═════ EXERCISE INPUTS ═════

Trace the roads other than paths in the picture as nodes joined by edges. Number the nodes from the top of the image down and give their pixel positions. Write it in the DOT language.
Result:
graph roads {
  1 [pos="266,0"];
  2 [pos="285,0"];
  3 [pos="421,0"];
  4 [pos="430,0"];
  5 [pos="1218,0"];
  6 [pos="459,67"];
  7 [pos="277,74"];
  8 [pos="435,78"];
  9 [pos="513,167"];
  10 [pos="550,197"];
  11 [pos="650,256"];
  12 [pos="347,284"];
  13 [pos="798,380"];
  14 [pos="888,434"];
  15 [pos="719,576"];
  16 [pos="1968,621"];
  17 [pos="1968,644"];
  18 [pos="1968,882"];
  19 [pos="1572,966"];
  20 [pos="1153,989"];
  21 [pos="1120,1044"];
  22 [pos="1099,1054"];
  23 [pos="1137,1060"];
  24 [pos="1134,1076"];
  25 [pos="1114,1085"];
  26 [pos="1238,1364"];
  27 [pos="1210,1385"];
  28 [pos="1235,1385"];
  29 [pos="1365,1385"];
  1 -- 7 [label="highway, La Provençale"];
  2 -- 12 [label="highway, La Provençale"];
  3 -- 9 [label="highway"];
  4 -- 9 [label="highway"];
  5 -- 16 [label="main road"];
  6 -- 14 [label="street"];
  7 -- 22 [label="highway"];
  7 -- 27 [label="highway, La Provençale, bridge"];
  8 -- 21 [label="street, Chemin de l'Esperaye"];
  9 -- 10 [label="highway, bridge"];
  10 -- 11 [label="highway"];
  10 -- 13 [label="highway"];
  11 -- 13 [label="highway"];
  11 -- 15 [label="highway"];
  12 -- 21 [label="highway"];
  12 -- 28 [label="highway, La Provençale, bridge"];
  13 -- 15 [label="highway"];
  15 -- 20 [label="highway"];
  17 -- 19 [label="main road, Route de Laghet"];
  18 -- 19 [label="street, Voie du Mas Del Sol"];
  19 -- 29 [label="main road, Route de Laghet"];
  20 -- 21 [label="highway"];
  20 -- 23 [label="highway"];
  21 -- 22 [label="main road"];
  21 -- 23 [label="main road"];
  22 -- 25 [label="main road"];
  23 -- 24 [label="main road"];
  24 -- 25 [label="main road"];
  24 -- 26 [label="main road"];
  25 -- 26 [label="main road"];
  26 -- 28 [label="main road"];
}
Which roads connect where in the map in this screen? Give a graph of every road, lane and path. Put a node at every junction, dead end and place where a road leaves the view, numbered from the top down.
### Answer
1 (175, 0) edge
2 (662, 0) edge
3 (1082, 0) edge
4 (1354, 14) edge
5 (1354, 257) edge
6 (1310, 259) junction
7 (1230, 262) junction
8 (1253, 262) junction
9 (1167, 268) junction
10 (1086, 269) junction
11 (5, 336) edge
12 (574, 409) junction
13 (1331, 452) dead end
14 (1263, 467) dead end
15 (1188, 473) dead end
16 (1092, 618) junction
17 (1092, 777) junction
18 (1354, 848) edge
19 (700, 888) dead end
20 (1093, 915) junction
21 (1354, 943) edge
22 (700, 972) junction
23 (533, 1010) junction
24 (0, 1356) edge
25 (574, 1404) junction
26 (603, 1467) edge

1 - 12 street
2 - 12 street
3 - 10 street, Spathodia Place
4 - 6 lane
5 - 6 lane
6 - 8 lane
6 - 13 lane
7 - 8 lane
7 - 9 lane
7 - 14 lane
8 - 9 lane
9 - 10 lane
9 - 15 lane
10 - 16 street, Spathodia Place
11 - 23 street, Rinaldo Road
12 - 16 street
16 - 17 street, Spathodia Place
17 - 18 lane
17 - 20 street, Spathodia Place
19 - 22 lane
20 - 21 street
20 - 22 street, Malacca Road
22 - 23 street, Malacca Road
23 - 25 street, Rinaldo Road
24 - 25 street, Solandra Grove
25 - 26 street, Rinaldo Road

═════

__WHAT THE TASK ASKS__:
Copy out each record exactly as given, omitting none.

__RESPONSE TO THE TASK__:
Trace the roads other than paths in the picture as nodes joined by edges. Number the nodes from the top of the image down and give their pixel positions. Write it in the DOT language.
Result:
graph roads {
  1 [pos="266,0"];
  2 [pos="285,0"];
  3 [pos="421,0"];
  4 [pos="430,0"];
  5 [pos="1218,0"];
  6 [pos="459,67"];
  7 [pos="277,74"];
  8 [pos="435,78"];
  9 [pos="513,167"];
  10 [pos="550,197"];
  11 [pos="650,256"];
  12 [pos="347,284"];
  13 [pos="798,380"];
  14 [pos="888,434"];
  15 [pos="719,576"];
  16 [pos="1968,621"];
  17 [pos="1968,644"];
  18 [pos="1968,882"];
  19 [pos="1572,966"];
  20 [pos="1153,989"];
  21 [pos="1120,1044"];
  22 [pos="1099,1054"];
  23 [pos="1137,1060"];
  24 [pos="1134,1076"];
  25 [pos="1114,1085"];
  26 [pos="1238,1364"];
  27 [pos="1210,1385"];
  28 [pos="1235,1385"];
  29 [pos="1365,1385"];
  1 -- 7 [label="highway, La Provençale"];
  2 -- 12 [label="highway, La Provençale"];
  3 -- 9 [label="highway"];
  4 -- 9 [label="highway"];
  5 -- 16 [label="main road"];
  6 -- 14 [label="street"];
  7 -- 22 [label="highway"];
  7 -- 27 [label="highway, La Provençale, bridge"];
  8 -- 21 [label="street, Chemin de l'Esperaye"];
  9 -- 10 [label="highway, bridge"];
  10 -- 11 [label="highway"];
  10 -- 13 [label="highway"];
  11 -- 13 [label="highway"];
  11 -- 15 [label="highway"];
  12 -- 21 [label="highway"];
  12 -- 28 [label="highway, La Provençale, bridge"];
  13 -- 15 [label="highway"];
  15 -- 20 [label="highway"];
  17 -- 19 [label="main road, Route de Laghet"];
  18 -- 19 [label="street, Voie du Mas Del Sol"];
  19 -- 29 [label="main road, Route de Laghet"];
  20 -- 21 [label="highway"];
  20 -- 23 [label="highway"];
  21 -- 22 [label="main road"];
  21 -- 23 [label="main road"];
  22 -- 25 [label="main road"];
  23 -- 24 [label="main road"];
  24 -- 25 [label="main road"];
  24 -- 26 [label="main road"];
  25 -- 26 [label="main road"];
  26 -- 28 [label="main road"];
}
Which roads connect where in the map in this screen? Give a graph of every road, lane and path. Put a node at every junction, dead end and place where a road leaves the view, numbered from the top down.
### Answer
1 (175, 0) edge
2 (662, 0) edge
3 (1082, 0) edge
4 (1354, 14) edge
5 (1354, 257) edge
6 (1310, 259) junction
7 (1230, 262) junction
8 (1253, 262) junction
9 (1167, 268) junction
10 (1086, 269) junction
11 (5, 336) edge
12 (574, 409) junction
13 (1331, 452) dead end
14 (1263, 467) dead end
15 (1188, 473) dead end
16 (1092, 618) junction
17 (1092, 777) junction
18 (1354, 848) edge
19 (700, 888) dead end
20 (1093, 915) junction
21 (1354, 943) edge
22 (700, 972) junction
23 (533, 1010) junction
24 (0, 1356) edge
25 (574, 1404) junction
26 (603, 1467) edge

1 - 12 street
2 - 12 street
3 - 10 street, Spathodia Place
4 - 6 lane
5 - 6 lane
6 - 8 lane
6 - 13 lane
7 - 8 lane
7 - 9 lane
7 - 14 lane
8 - 9 lane
9 - 10 lane
9 - 15 lane
10 - 16 street, Spathodia Place
11 - 23 street, Rinaldo Road
12 - 16 street
16 - 17 street, Spathodia Place
17 - 18 lane
17 - 20 street, Spathodia Place
19 - 22 lane
20 - 21 street
20 - 22 street, Malacca Road
22 - 23 street, Malacca Road
23 - 25 street, Rinaldo Road
24 - 25 street, Solandra Grove
25 - 26 street, Rinaldo Road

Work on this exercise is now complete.